Processing Amplicon Long Read Data#

Below is an example on how to generate some basic stats and plots obtained from long read sequencing.

It uses the output of the tool:
Emu: species-level taxonomic abundance for full-length 16S read

treangenlab/emu
https://www.nature.com/articles/s41592-022-01520-4

Note

Please note that this document is a work in progress.

# !pip install python-irodsclient
# !pip install matplotlib
# !pip install pandas
# !pip install scikit-learn
# !pip install openpyxl

Connection settings#

from irods.session import iRODSSession
import ssl
from getpass import getpass

# iRODS authentication information
host = "data.m-unlock.nl"
port = 1247
zone = "unlock"
user = <SRAM USERNAME>
password = getpass()

# SSL settings
context = ssl.create_default_context(purpose=ssl.Purpose.SERVER_AUTH, cafile=None, capath=None, cadata=None)

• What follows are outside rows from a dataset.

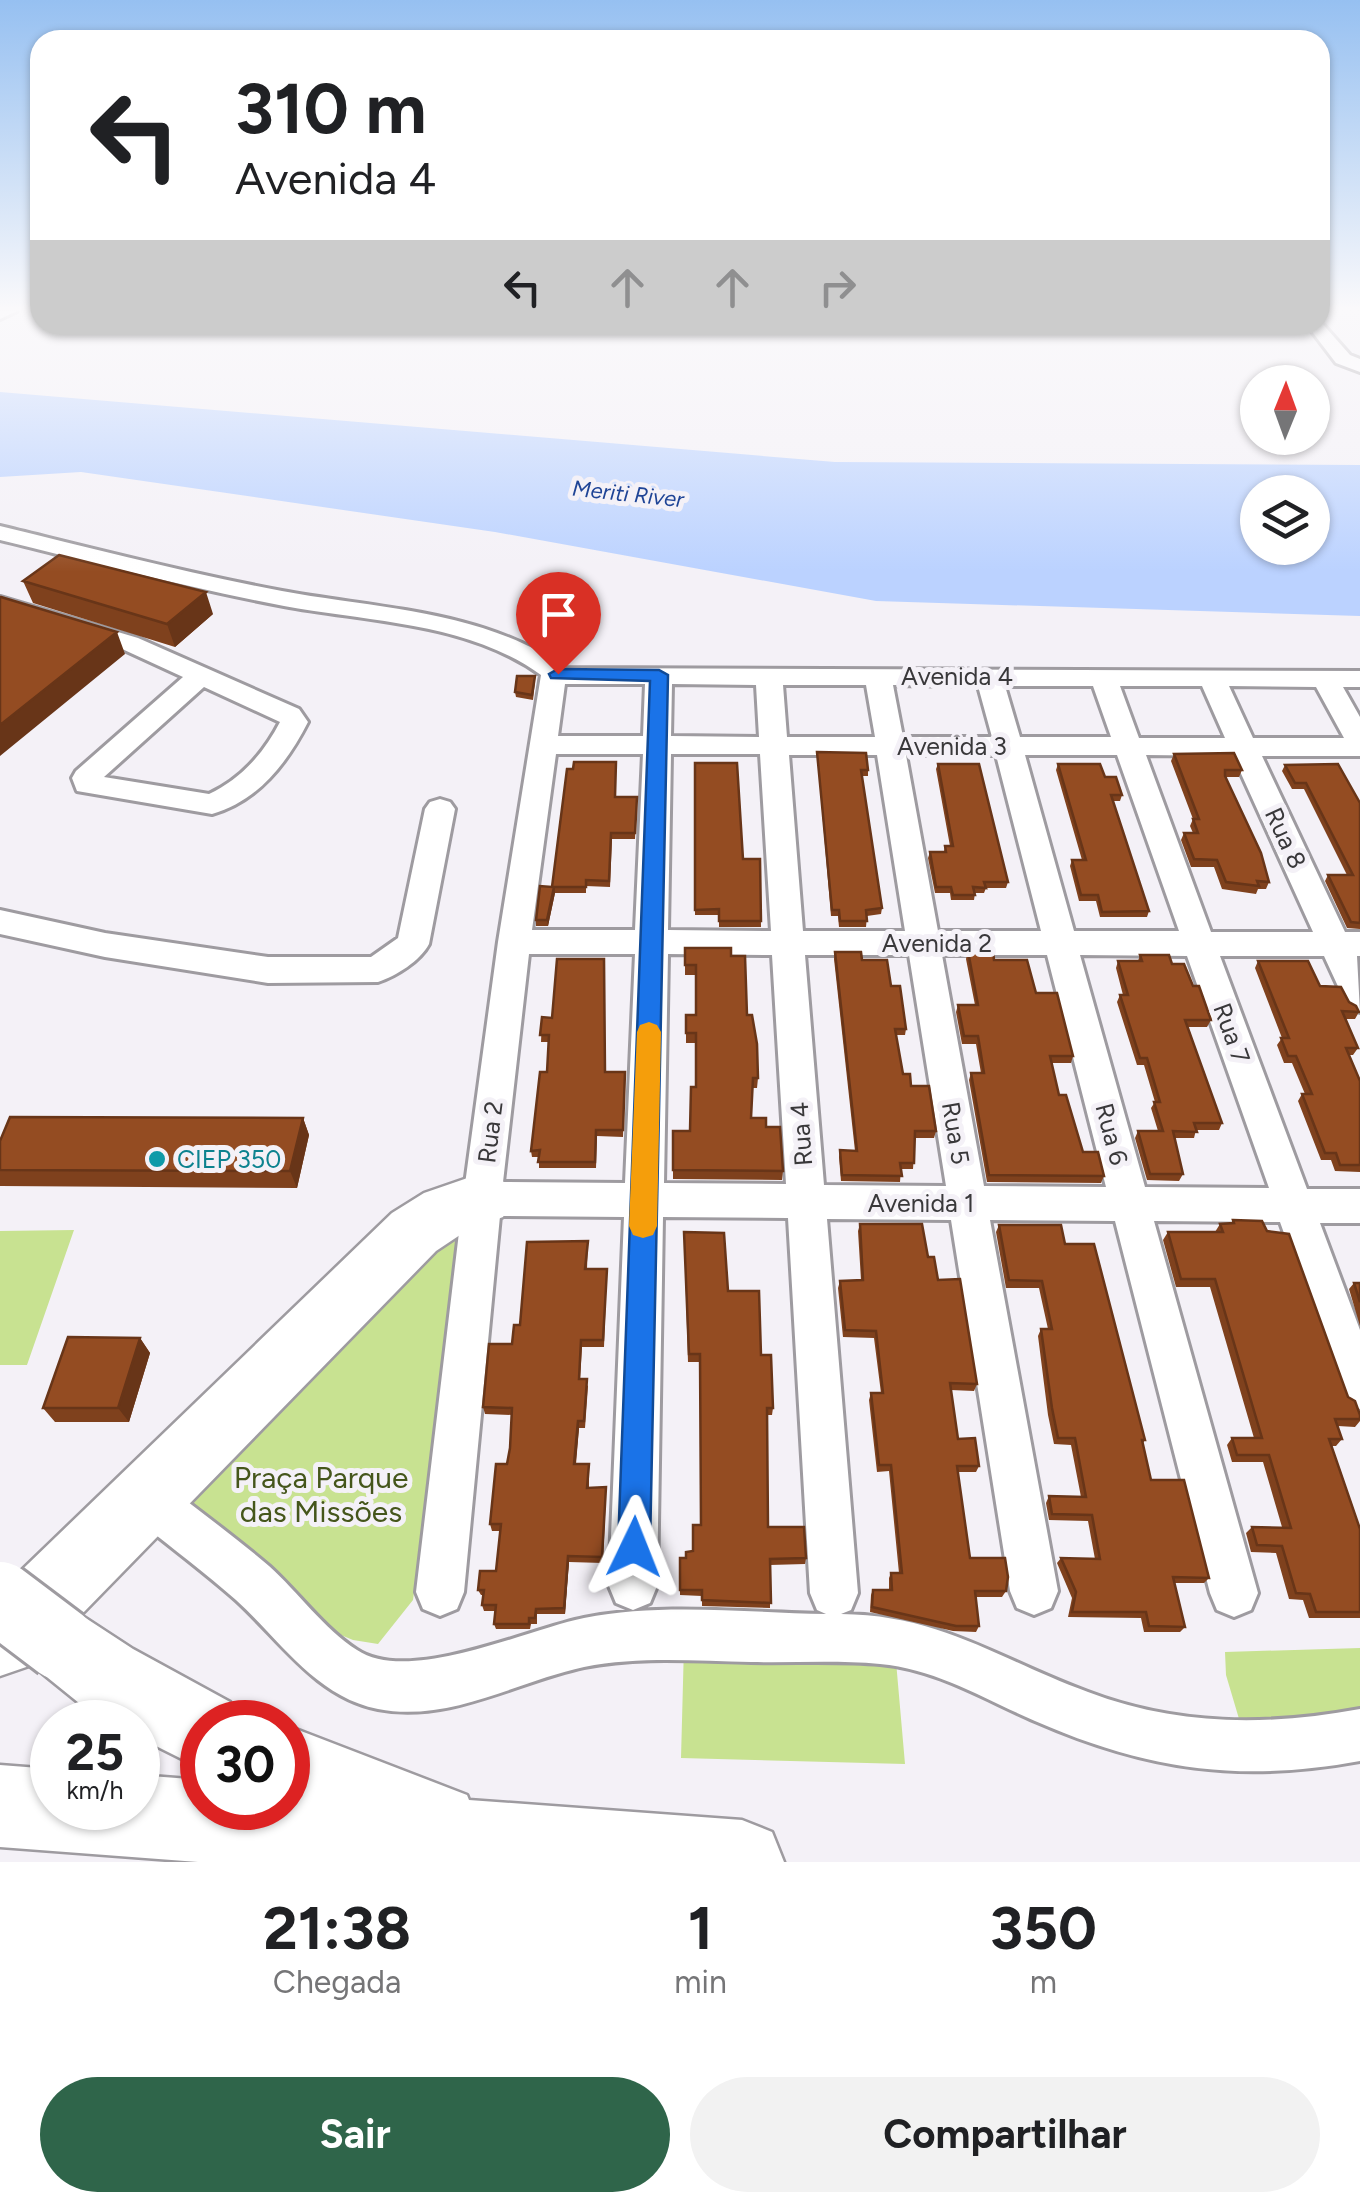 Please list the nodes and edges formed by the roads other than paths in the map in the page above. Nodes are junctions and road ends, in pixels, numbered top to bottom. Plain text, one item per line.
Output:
1 (0, 533) edge
2 (0, 604) edge
3 (556, 675) junction
4 (659, 675) junction
5 (769, 675) junction
6 (878, 675) junction
7 (200, 676) junction
8 (990, 676) junction
9 (1103, 677) junction
10 (1211, 677) junction
11 (1325, 679) junction
12 (1360, 680) edge
13 (544, 745) junction
14 (1360, 745) edge
15 (657, 746) junction
16 (774, 746) junction
17 (890, 746) junction
18 (1008, 746) junction
19 (1128, 747) junction
20 (1244, 747) junction
21 (440, 809) dead end
22 (5, 933) edge
23 (514, 942) junction
24 (651, 942) junction
25 (788, 943) junction
26 (924, 943) junction
27 (1061, 944) junction
28 (1200, 944) junction
29 (1347, 944) edge
30 (1360, 999) edge
31 (482, 1200) junction
32 (644, 1201) junction
33 (806, 1202) junction
34 (968, 1203) junction
35 (1130, 1204) junction
36 (1294, 1205) junction
37 (1360, 1206) edge
38 (1360, 1388) edge
39 (146, 1498) junction
40 (633, 1586) dead end
41 (1034, 1591) dead end
42 (440, 1592) dead end
43 (834, 1592) dead end
44 (1234, 1593) dead end
45 (0, 1598) edge
46 (30, 1644) edge
47 (180, 1718) edge
48 (1360, 1735) edge
49 (310, 1774) edge
50 (0, 1806) edge
51 (494, 1845) junction
52 (742, 1862) edge

1 - 3 street
2 - 7 street
3 - 4 street, Avenida 4
3 - 13 street, Rua 2
4 - 5 street, Avenida 4
4 - 15 street
5 - 6 street, Avenida 4
5 - 16 street, Rua 4
6 - 8 street, Avenida 4
6 - 17 street, Rua 5
7 - 7 street
8 - 9 street, Avenida 4
8 - 18 street, Rua 6
9 - 10 street, Avenida 4
9 - 19 street, Rua 7
10 - 11 street, Avenida 4
10 - 20 street, Rua 8
11 - 12 street, Avenida 4
11 - 14 street
13 - 15 street, Avenida 3
13 - 23 street, Rua 2
14 - 20 street, Avenida 3
15 - 16 street, Avenida 3
15 - 24 street
16 - 17 street, Avenida 3
16 - 25 street, Rua 4
17 - 18 street, Avenida 3
17 - 26 street, Rua 5
18 - 19 street, Avenida 3
18 - 27 street, Rua 6
19 - 20 street, Avenida 3
19 - 28 street, Rua 7
20 - 29 street, Rua 8
21 - 22 street
23 - 24 street, Avenida 2
23 - 31 street, Rua 2
24 - 25 street, Avenida 2
24 - 32 street
25 - 26 street, Avenida 2
25 - 33 street, Rua 4
26 - 27 street, Avenida 2
26 - 34 street, Rua 5
27 - 28 street, Avenida 2
27 - 35 street, Rua 6
28 - 29 street, Avenida 2
28 - 36 street, Rua 7
29 - 30 street, Rua 8
31 - 32 street, Avenida 1
31 - 39 highway
31 - 42 street, Rua 2
32 - 33 street, Avenida 1
32 - 40 street
33 - 34 street, Avenida 1
33 - 43 street, Rua 4
34 - 35 street, Avenida 1
34 - 41 street, Rua 5
35 - 36 street, Avenida 1
35 - 44 street, Rua 6
36 - 37 street, Avenida 1
36 - 38 street, Rua 7
39 - 46 highway
39 - 48 street
45 - 46 highway, bridge
46 - 47 highway
49 - 51 highway
50 - 51 highway
51 - 52 highway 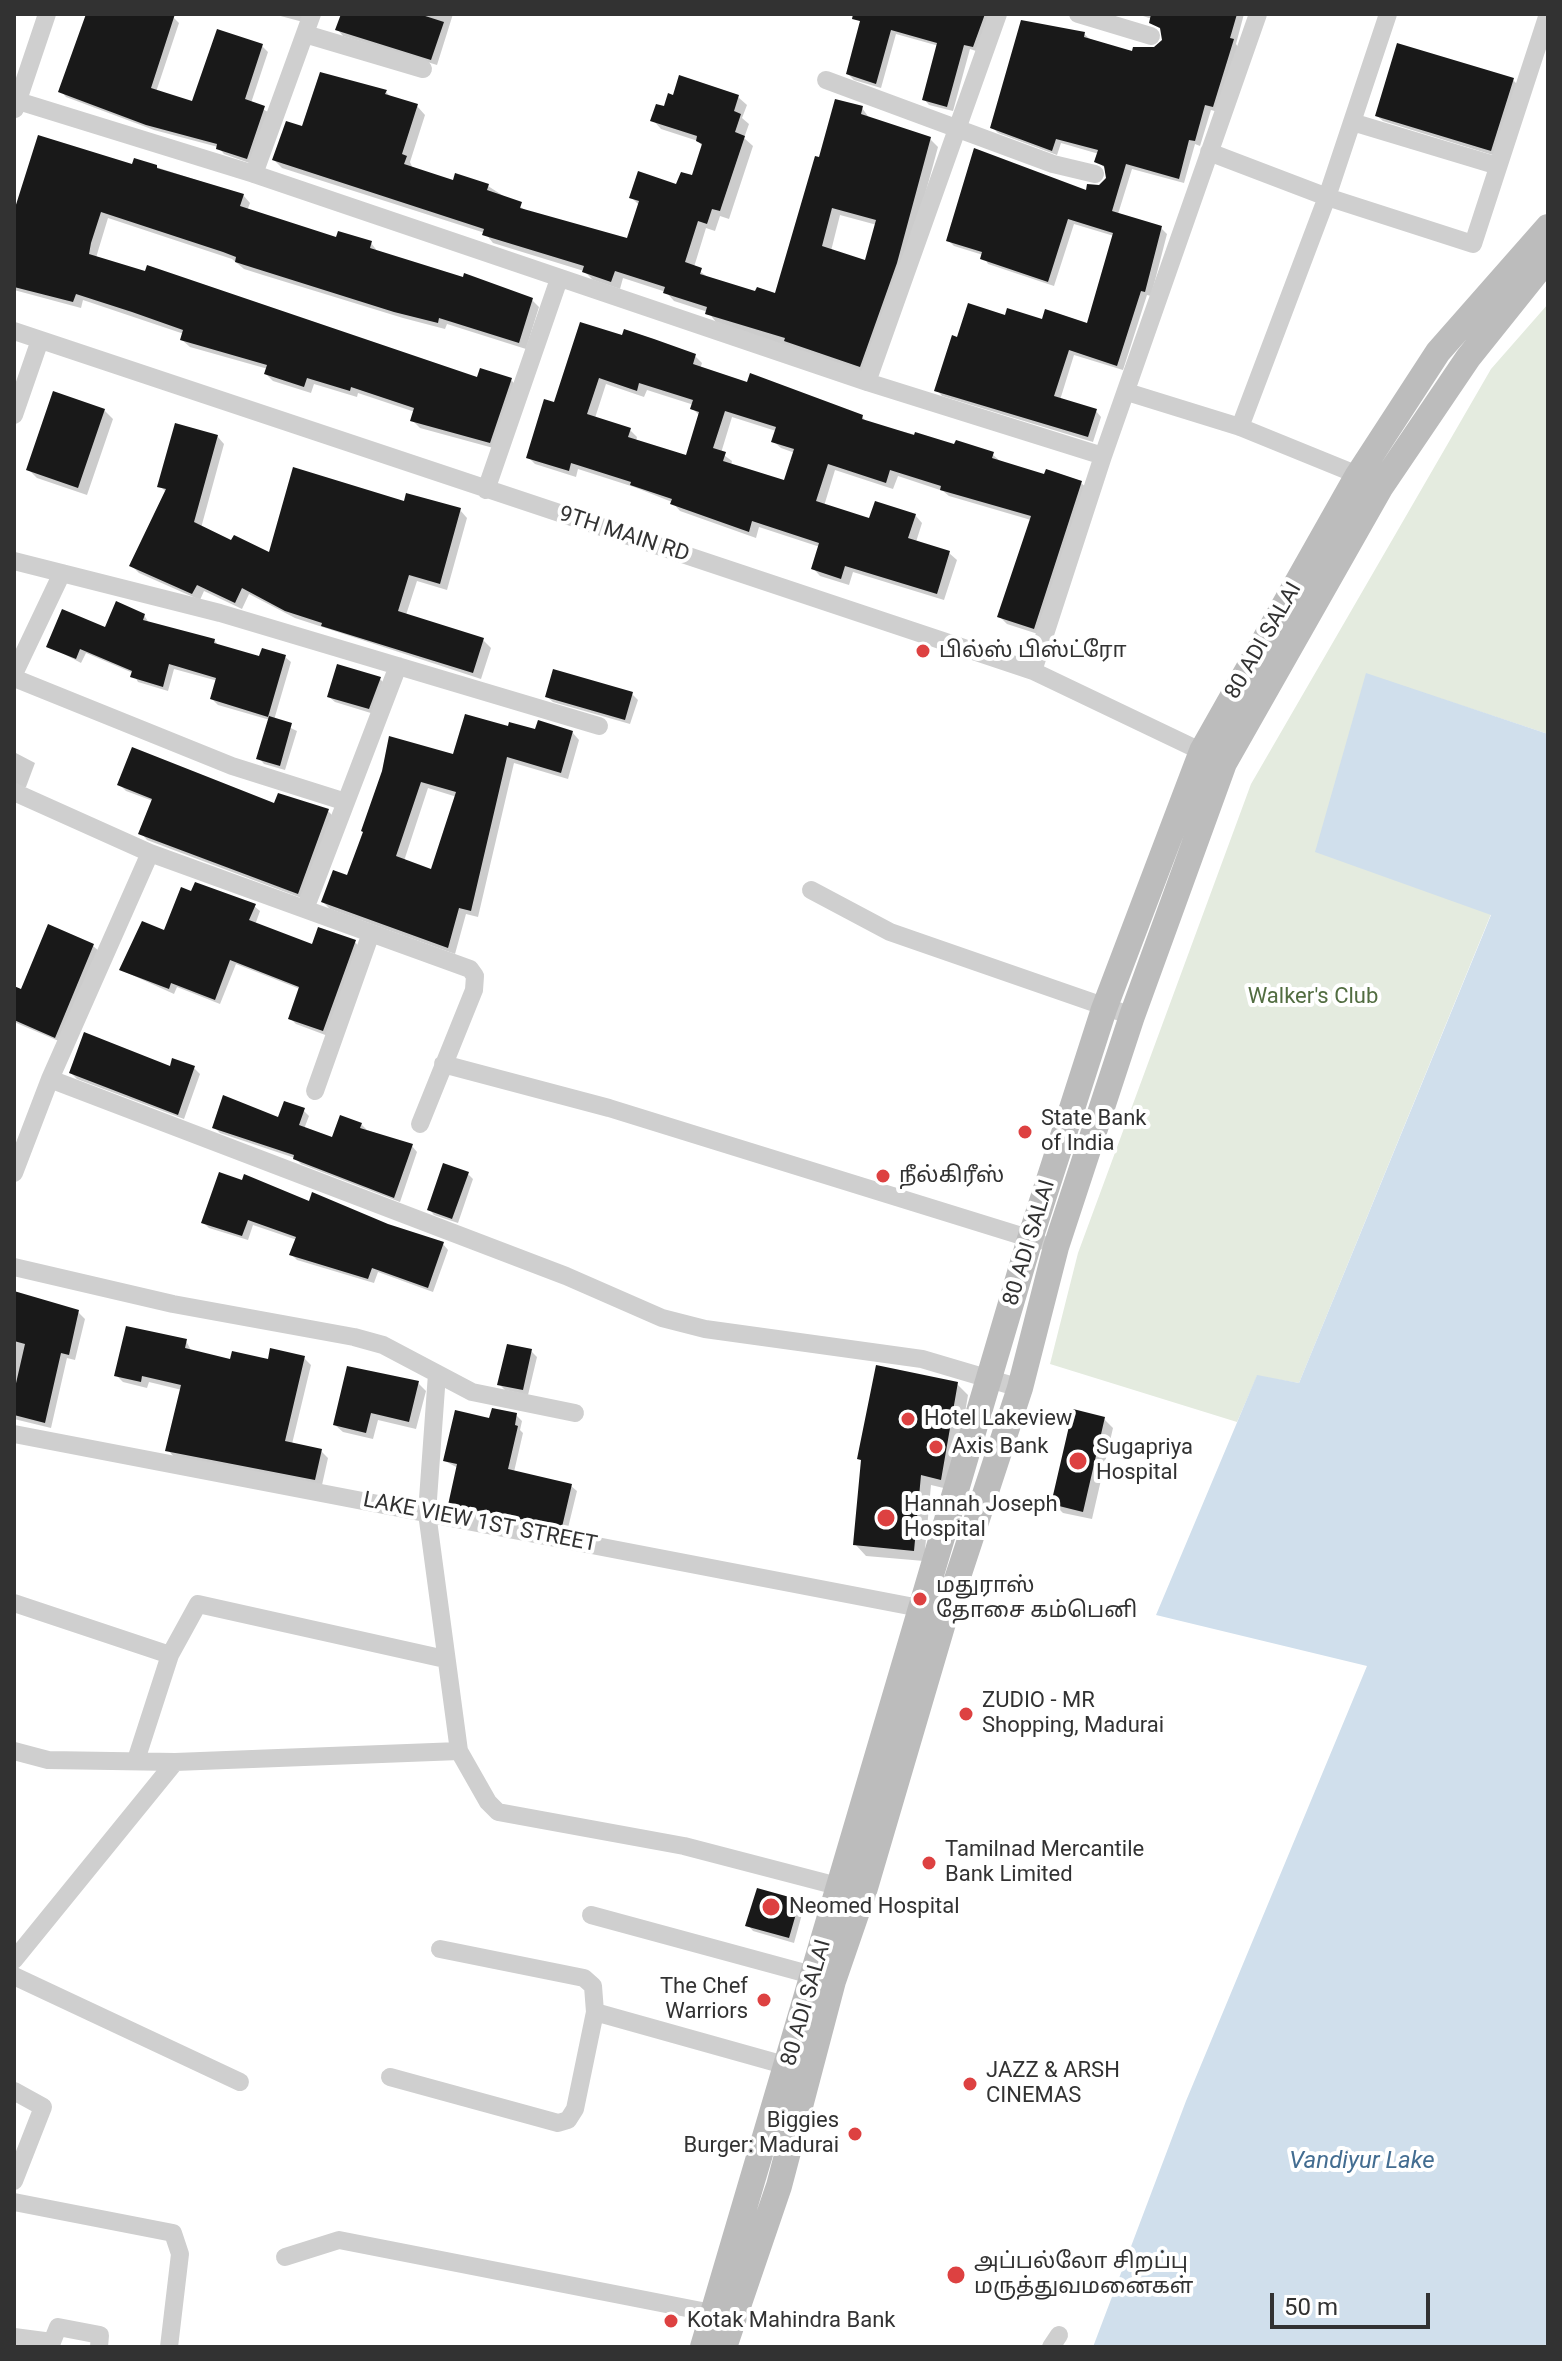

ssl_settings = {'irods_client_server_negotiation': 'request_server_negotiation',
                'irods_client_server_policy': 'CS_NEG_REQUIRE',
                'irods_encryption_algorithm': 'AES-256-CBC',
                'irods_encryption_key_size': 32,
                'irods_encryption_num_hash_rounds': 16,
                'irods_encryption_salt_size': 8,
                "irods_authentication_scheme": "native",
                'ssl_context': context}

print("Authenticating to iRODS as... " + user)

Data retrieval#

This will download the relative abundance files generated by Emu

from irods.models import Collection, DataObject
from irods.column import Criterion
import os

# Group identifier # GROUP name corresponds to the folder located at /unlock/home/wur.<groupname>
GROUP = <GROUP>
# Use "%" as wildcard
STUDY = <STUDY> 

print("Searching in group",GROUP,"with study",STUDY,"....\n")
# Standard authentication
with iRODSSession(host = host, port = port, user = user, password = password, zone = zone, **ssl_settings) as session:
    # Set the filters to select the files needed for downloading
    results = session.query(Collection, DataObject).filter( \
        Criterion('like', Collection.name, '%'+GROUP+'%'+STUDY+'%')).filter( \
        Criterion('like', DataObject.name, '%_rel-abundance.tsv'))
    
    retrieved = set()
    for index, r in enumerate(results):
        # Download the result files
        data_file = r[Collection.name] + "/" + r[DataObject.name]
        # Original path in irods is local path from current location
        if not os.path.exists("." + data_file):
            os.makedirs("." + r[Collection.name], exist_ok=True)
            print("Downloading: ", index, data_file, end="\r")
            session.data_objects.get(data_file, "." + data_file)
        else:
            print("Already received: " + data_file + " "*10, end="\r")
        retrieved.add("." + data_file)
print("\n\nTotal nr. files downloaded:",len(retrieved))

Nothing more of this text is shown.